En lo que podría ser el último gol del francés en un Clásico Regio, André-Pierre Gignac parece comenzar a despedirse como una auténtica leyenda del futbol mexicano. Y lo hace de una forma poco común en un club donde, históricamente, muchos jugadores y técnicos que marcaron época terminaron saliendo por la puerta de atrás.
La historia del delantero europeo con Tigres es, en muchos sentidos, una excepción a esa regla. Desde su llegada al futbol mexicano en 2015, con 29 años de edad y tras una carrera consolidada en Europa, el atacante francés transformó no sólo el ataque del equipo, sino también la percepción sobre los futbolistas extranjeros que llegan a la Liga MX en la etapa madura de su carrera.
¿Qué hizo diferente a Gignac para cambiar ese destino? La respuesta se resume en tres palabras: consistencia, calidad y lealtad.
Su impacto fue inmediato. Gol tras gol, torneo tras torneo, el delantero se convirtió en el referente ofensivo de los Tigres y eventualmente en su goleador histórico. Pero más allá de los números, que ya son impresionantes, su legado se construyó en los momentos decisivos: finales, clásicos y partidos clave donde su presencia marcó diferencia.
Con cinco títulos de liga en su palmarés con el conjunto de San Nicolás de los Garza, su influencia en la época dorada del club es incuestionable. Cada campeonato tiene, de una u otra forma, la huella del francés: goles decisivos, liderazgo en el vestidor y una conexión con la afición que pocas veces se ha visto con un jugador extranjero en México.
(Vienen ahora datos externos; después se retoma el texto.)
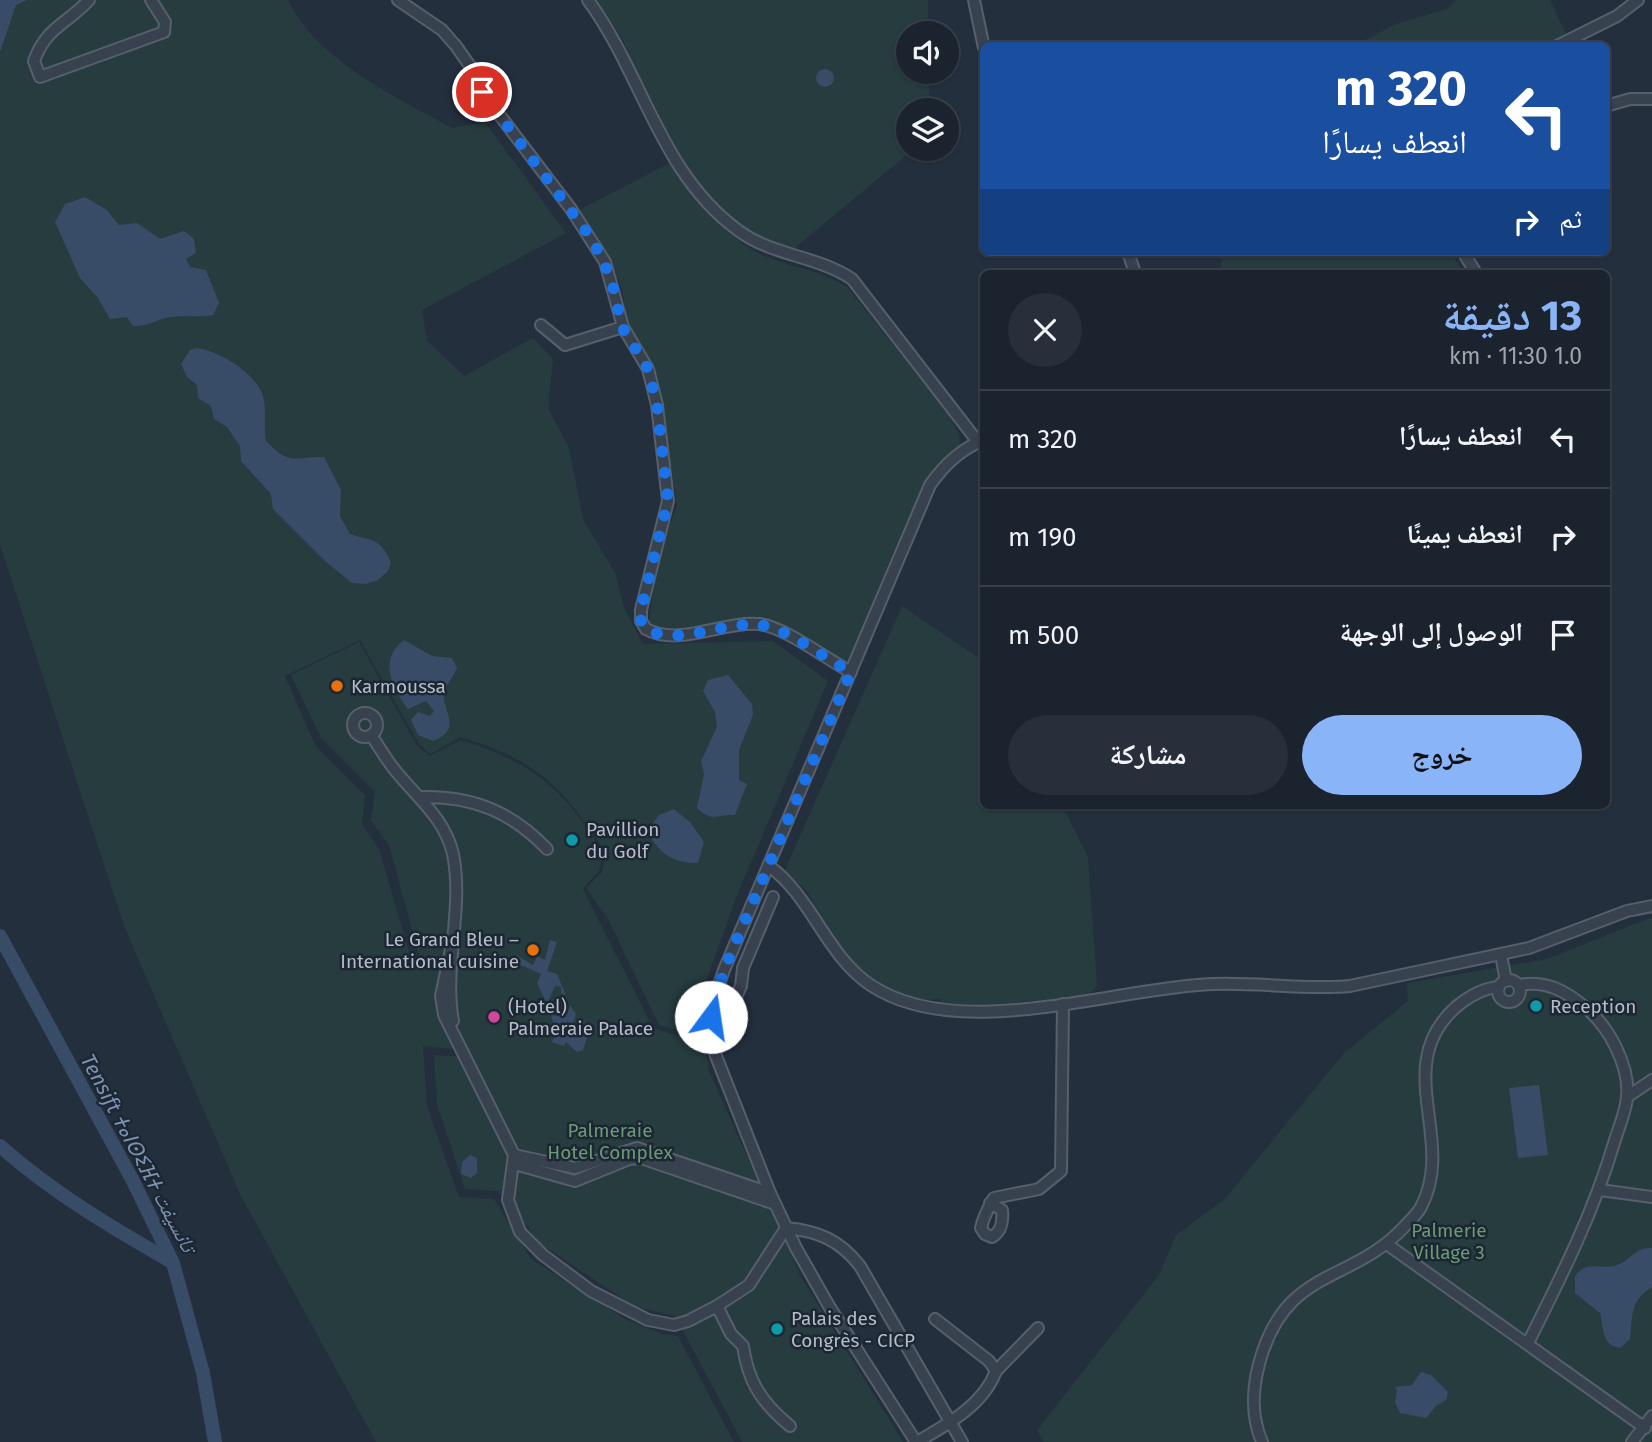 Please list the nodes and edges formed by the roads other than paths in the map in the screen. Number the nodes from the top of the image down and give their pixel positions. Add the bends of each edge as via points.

Muchos aficionados se preguntan qué habría pasado si Gignac hubiera llegado a la Liga MX con algunos años menos. Probablemente los récords habrían sido aún más numerosos y contundentes. Sin embargo, incluso con su llegada a los 29 años, su impacto ya lo coloca entre los extranjeros más importantes que han pisado el futbol mexicano.
Hoy, con el paso del tiempo y con el inevitable final de su carrera cada vez más cerca, lo que queda es disfrutar sus últimos meses en las canchas mexicanas. Porque futbolistas como Gignac no aparecen con frecuencia.
Y si algo ha demostrado el francés a lo largo de estos años, es que incluso cuando parece que ya lo hemos visto todo de él, siempre queda una sorpresa más por venir.